Proclus has asked for the wisdom of the Perl Monks concerning the following question:

Esteemed Monks,

I'm currently working on a project that involves listening on a few ports and decoding the incoming packets.

For each port, I created a thread and started the IO::Socket::INET recv() loop. It's working, I can get the info, but I cannot send any messages to these threads with Thread::Queue because of the blocking socket connection I presume.

So using Thread::Queue is meaningless? And, how can I exit properly from these threads?

One small detail friends, the main thread has wxPerl, and the workers feed the main thread with data.

Replies are listed 'Best First'.
Re: IO::Socket::INET in worker threads
by gone2015 (Deacon) on Feb 14, 2009 at 14:28 UTC

    Yes, once a thread has blocked on a recv waiting for something from the far end, you are stuck. With a TCP connection, if the far end simply stops talking to you, recv will wait for a very long time indeed. With UDP there is no connection to close even.

    Thread::Queue has no mechanism for interrupting recv.

    I think the simplest way to tackle this is to implement a time-out on recv. I would recommend using IO::Select for this (see recent thread). Now you can both time-out dead connections and periodically look for messages from the mother-ship.

    If you want the thread to respond instantly to a message from the mother-ship, then you have a rather harder problem. You could replace your Thread::Queue by an intra-machine socket connection (or use such a connection to signal that data is available). Now in your thread you need to use IO::Select on both sockets. This does appear to be overkill ! (I'd have to be very sure that a simple time-out really wasn't acceptable...)

    Sadly, thread signalling does not interrupt I/O operations... so no help from that quarter.

    If all you want to do is to terminate the thread and its connection, you could shutdown the connection.

Re: IO::Socket::INET in worker threads
by zentara (Cardinal) on Feb 14, 2009 at 14:57 UTC
    Without seeing your code, if you keep the threads in a recv() loop, you are effectively locking them into just receiving. 2-way sockets need to be handled in a bi-directional manner, see Simple threaded chat server for some ideas. Else, you can use a shared variable to your threads, which they can use to switch them to the send() mode.

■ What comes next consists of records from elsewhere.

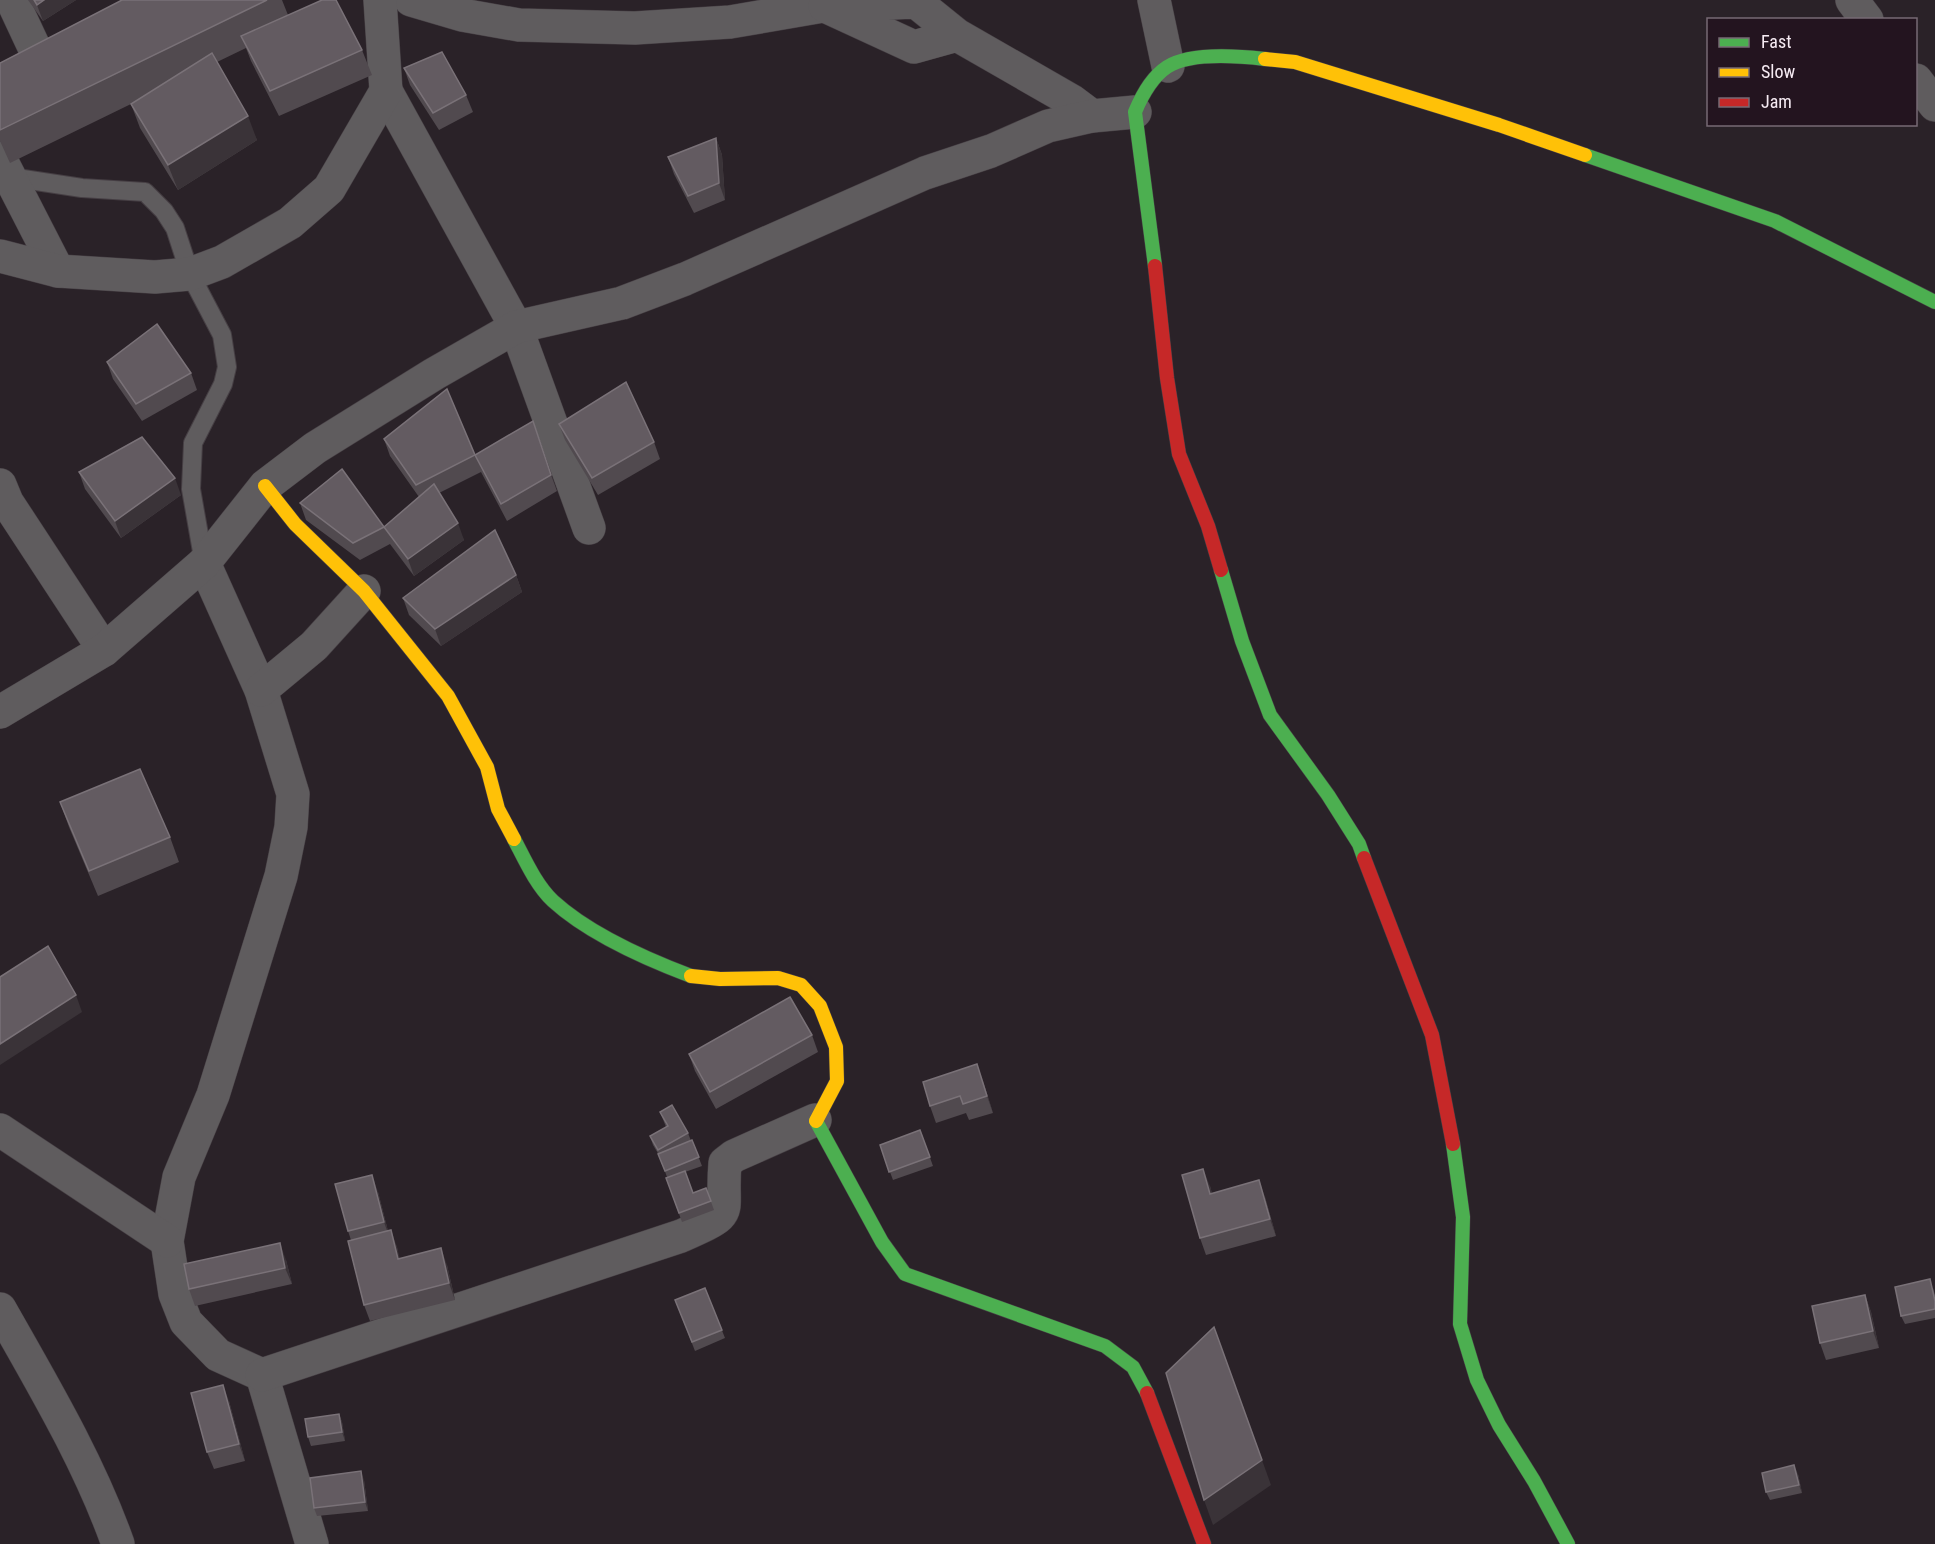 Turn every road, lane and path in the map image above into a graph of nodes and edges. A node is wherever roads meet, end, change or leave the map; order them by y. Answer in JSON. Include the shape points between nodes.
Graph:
{"nodes":[{"id":1,"x":12,"y":0,"type":"edge"},
{"id":2,"x":380,"y":0,"type":"edge"},
{"id":3,"x":411,"y":0,"type":"edge"},
{"id":4,"x":858,"y":0,"type":"edge"},
{"id":5,"x":1154,"y":0,"type":"edge"},
{"id":6,"x":1852,"y":0,"type":"edge"},
{"id":7,"x":825,"y":6,"type":"junction"},
{"id":8,"x":1866,"y":18,"type":"edge"},
{"id":9,"x":63,"y":33,"type":"edge"},
{"id":10,"x":1168,"y":66,"type":"junction"},
{"id":11,"x":1917,"y":81,"type":"edge"},
{"id":12,"x":386,"y":91,"type":"junction"},
{"id":13,"x":1935,"y":105,"type":"edge"},
{"id":14,"x":1135,"y":112,"type":"junction"},
{"id":15,"x":1092,"y":116,"type":"junction"},
{"id":16,"x":5,"y":168,"type":"edge"},
{"id":17,"x":0,"y":256,"type":"edge"},
{"id":18,"x":58,"y":271,"type":"junction"},
{"id":19,"x":190,"y":274,"type":"junction"},
{"id":20,"x":1935,"y":302,"type":"edge"},
{"id":21,"x":516,"y":327,"type":"junction"},
{"id":22,"x":265,"y":486,"type":"junction"},
{"id":23,"x":2,"y":499,"type":"edge"},
{"id":24,"x":589,"y":528,"type":"dead end"},
{"id":25,"x":204,"y":563,"type":"junction"},
{"id":26,"x":364,"y":591,"type":"junction"},
{"id":27,"x":104,"y":650,"type":"junction"},
{"id":28,"x":261,"y":690,"type":"junction"},
{"id":29,"x":0,"y":712,"type":"edge"},
{"id":30,"x":815,"y":1120,"type":"junction"},
{"id":31,"x":0,"y":1130,"type":"edge"},
{"id":32,"x":167,"y":1241,"type":"junction"},
{"id":33,"x":0,"y":1309,"type":"edge"},
{"id":34,"x":262,"y":1375,"type":"junction"},
{"id":35,"x":118,"y":1544,"type":"edge"},
{"id":36,"x":312,"y":1544,"type":"edge"},
{"id":37,"x":1204,"y":1544,"type":"edge"},
{"id":38,"x":1568,"y":1544,"type":"edge"}],
"edges":[{"from":1,"to":9,"type":"street","via":[[21,54]]},
{"from":2,"to":12,"type":"street"},
{"from":3,"to":7,"type":"street","via":[[462,15],[519,25],[635,28],[730,22]]},
{"from":4,"to":7,"type":"street"},
{"from":5,"to":10,"type":"street"},
{"from":6,"to":8,"type":"street"},
{"from":7,"to":15,"type":"street","via":[[916,2],[957,35]]},
{"from":10,"to":14,"type":"street","via":[[1143,92]]},
{"from":10,"to":20,"type":"street","via":[[1202,57],[1295,62],[1499,125],[1775,221]]},
{"from":11,"to":13,"type":"street"},
{"from":12,"to":19,"type":"street","via":[[329,189],[290,223],[222,262]]},
{"from":12,"to":21,"type":"street"},
{"from":14,"to":15,"type":"street"},
{"from":14,"to":38,"type":"street","via":[[1179,454],[1208,526],[1242,641],[1270,715],[1359,844],[1432,1035],[1452,1134],[1463,1217],[1460,1324],[1481,1389]]},
{"from":15,"to":21,"type":"street","via":[[1048,126],[991,151],[925,173],[632,299]]},
{"from":16,"to":18,"type":"street"},
{"from":16,"to":19,"type":"lane","via":[[81,188],[145,192],[174,228]]},
{"from":17,"to":18,"type":"street"},
{"from":18,"to":19,"type":"street","via":[[155,277]]},
{"from":19,"to":25,"type":"lane","via":[[222,335],[227,367],[223,384],[193,443],[191,489]]},
{"from":21,"to":22,"type":"street","via":[[315,448]]},
{"from":21,"to":24,"type":"street"},
{"from":22,"to":25,"type":"street"},
{"from":22,"to":26,"type":"street","via":[[295,524]]},
{"from":23,"to":27,"type":"street"},
{"from":25,"to":27,"type":"street"},
{"from":25,"to":28,"type":"street"},
{"from":26,"to":28,"type":"street","via":[[314,646]]},
{"from":26,"to":30,"type":"street","via":[[448,696],[487,767],[498,809],[530,869],[552,900],[581,923],[690,976],[778,978],[801,985],[820,1006],[836,1047],[837,1081]]},
{"from":27,"to":29,"type":"street"},
{"from":28,"to":32,"type":"street","via":[[293,795],[291,827],[281,876],[213,1095],[179,1177]]},
{"from":30,"to":34,"type":"street","via":[[725,1163],[725,1209],[717,1220],[681,1236]]},
{"from":30,"to":37,"type":"street","via":[[882,1242],[905,1274],[1105,1346],[1133,1368],[1150,1400]]},
{"from":31,"to":32,"type":"street"},
{"from":32,"to":34,"type":"street","via":[[175,1294],[186,1322],[218,1355]]},
{"from":33,"to":35,"type":"street","via":[[46,1390],[107,1513]]},
{"from":34,"to":36,"type":"street"}]}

    Or you could spawn 2 threads, one for sending or for receiving. This is what is commonly done in socket clients, they are forked( or threaded) to make them receive/send at the same time....i.e. bidirectional. See Simple bi-directional forking commandline client

    Without the bidirectional forking/threading/select code in your socket code, you will need to setup a protocol to tell both ends of the connection which mode to be in send() or recv(), and constantly juggle them.


    I'm not really a human, but I play one on earth My Petition to the Great Cosmic Conciousness
Re: IO::Socket::INET in worker threads
by weismat (Friar) on Feb 14, 2009 at 06:08 UTC
    I agree with BrowserUK, that it would be nice to have more details.
    Nevertheless I guess you need to try a non-blocking read from Thread::Queue via the dequeue_nb function.
    For non-blocking receive from sockets you may look at recv in socket programming.
      Thanks guys, sorry for not providing enough info, i'm not a networking expert so choosing the right words is difficult.

      weismat, I can maybe ask a better question following your advice.

      How can I implement a non-blocking receive from sockets with threads?

      Also I'm now looking into how I can use select for the same purpose.
Re: IO::Socket::INET in worker threads
by targetsmart (Curate) on Feb 14, 2009 at 06:16 UTC
    When-ever I feel that I can try threads, I can also use fork to solve the same problem with ease; with more control over the process/problem and what is expected to happen
    most of the modules(CPAN/core) just works fantastic with forked processes, I fear whether it would work properly with threads.
    This is my opinion and I am happy working with processes rather than threads.

    Vivek
    -- In accordance with the prarabdha of each, the One whose function it is to ordain makes each to act. What will not happen will never happen, whatever effort one may put forth. And what will happen will not fail to happen, however much one may seek to prevent it. This is certain. The part of wisdom therefore is to stay quiet.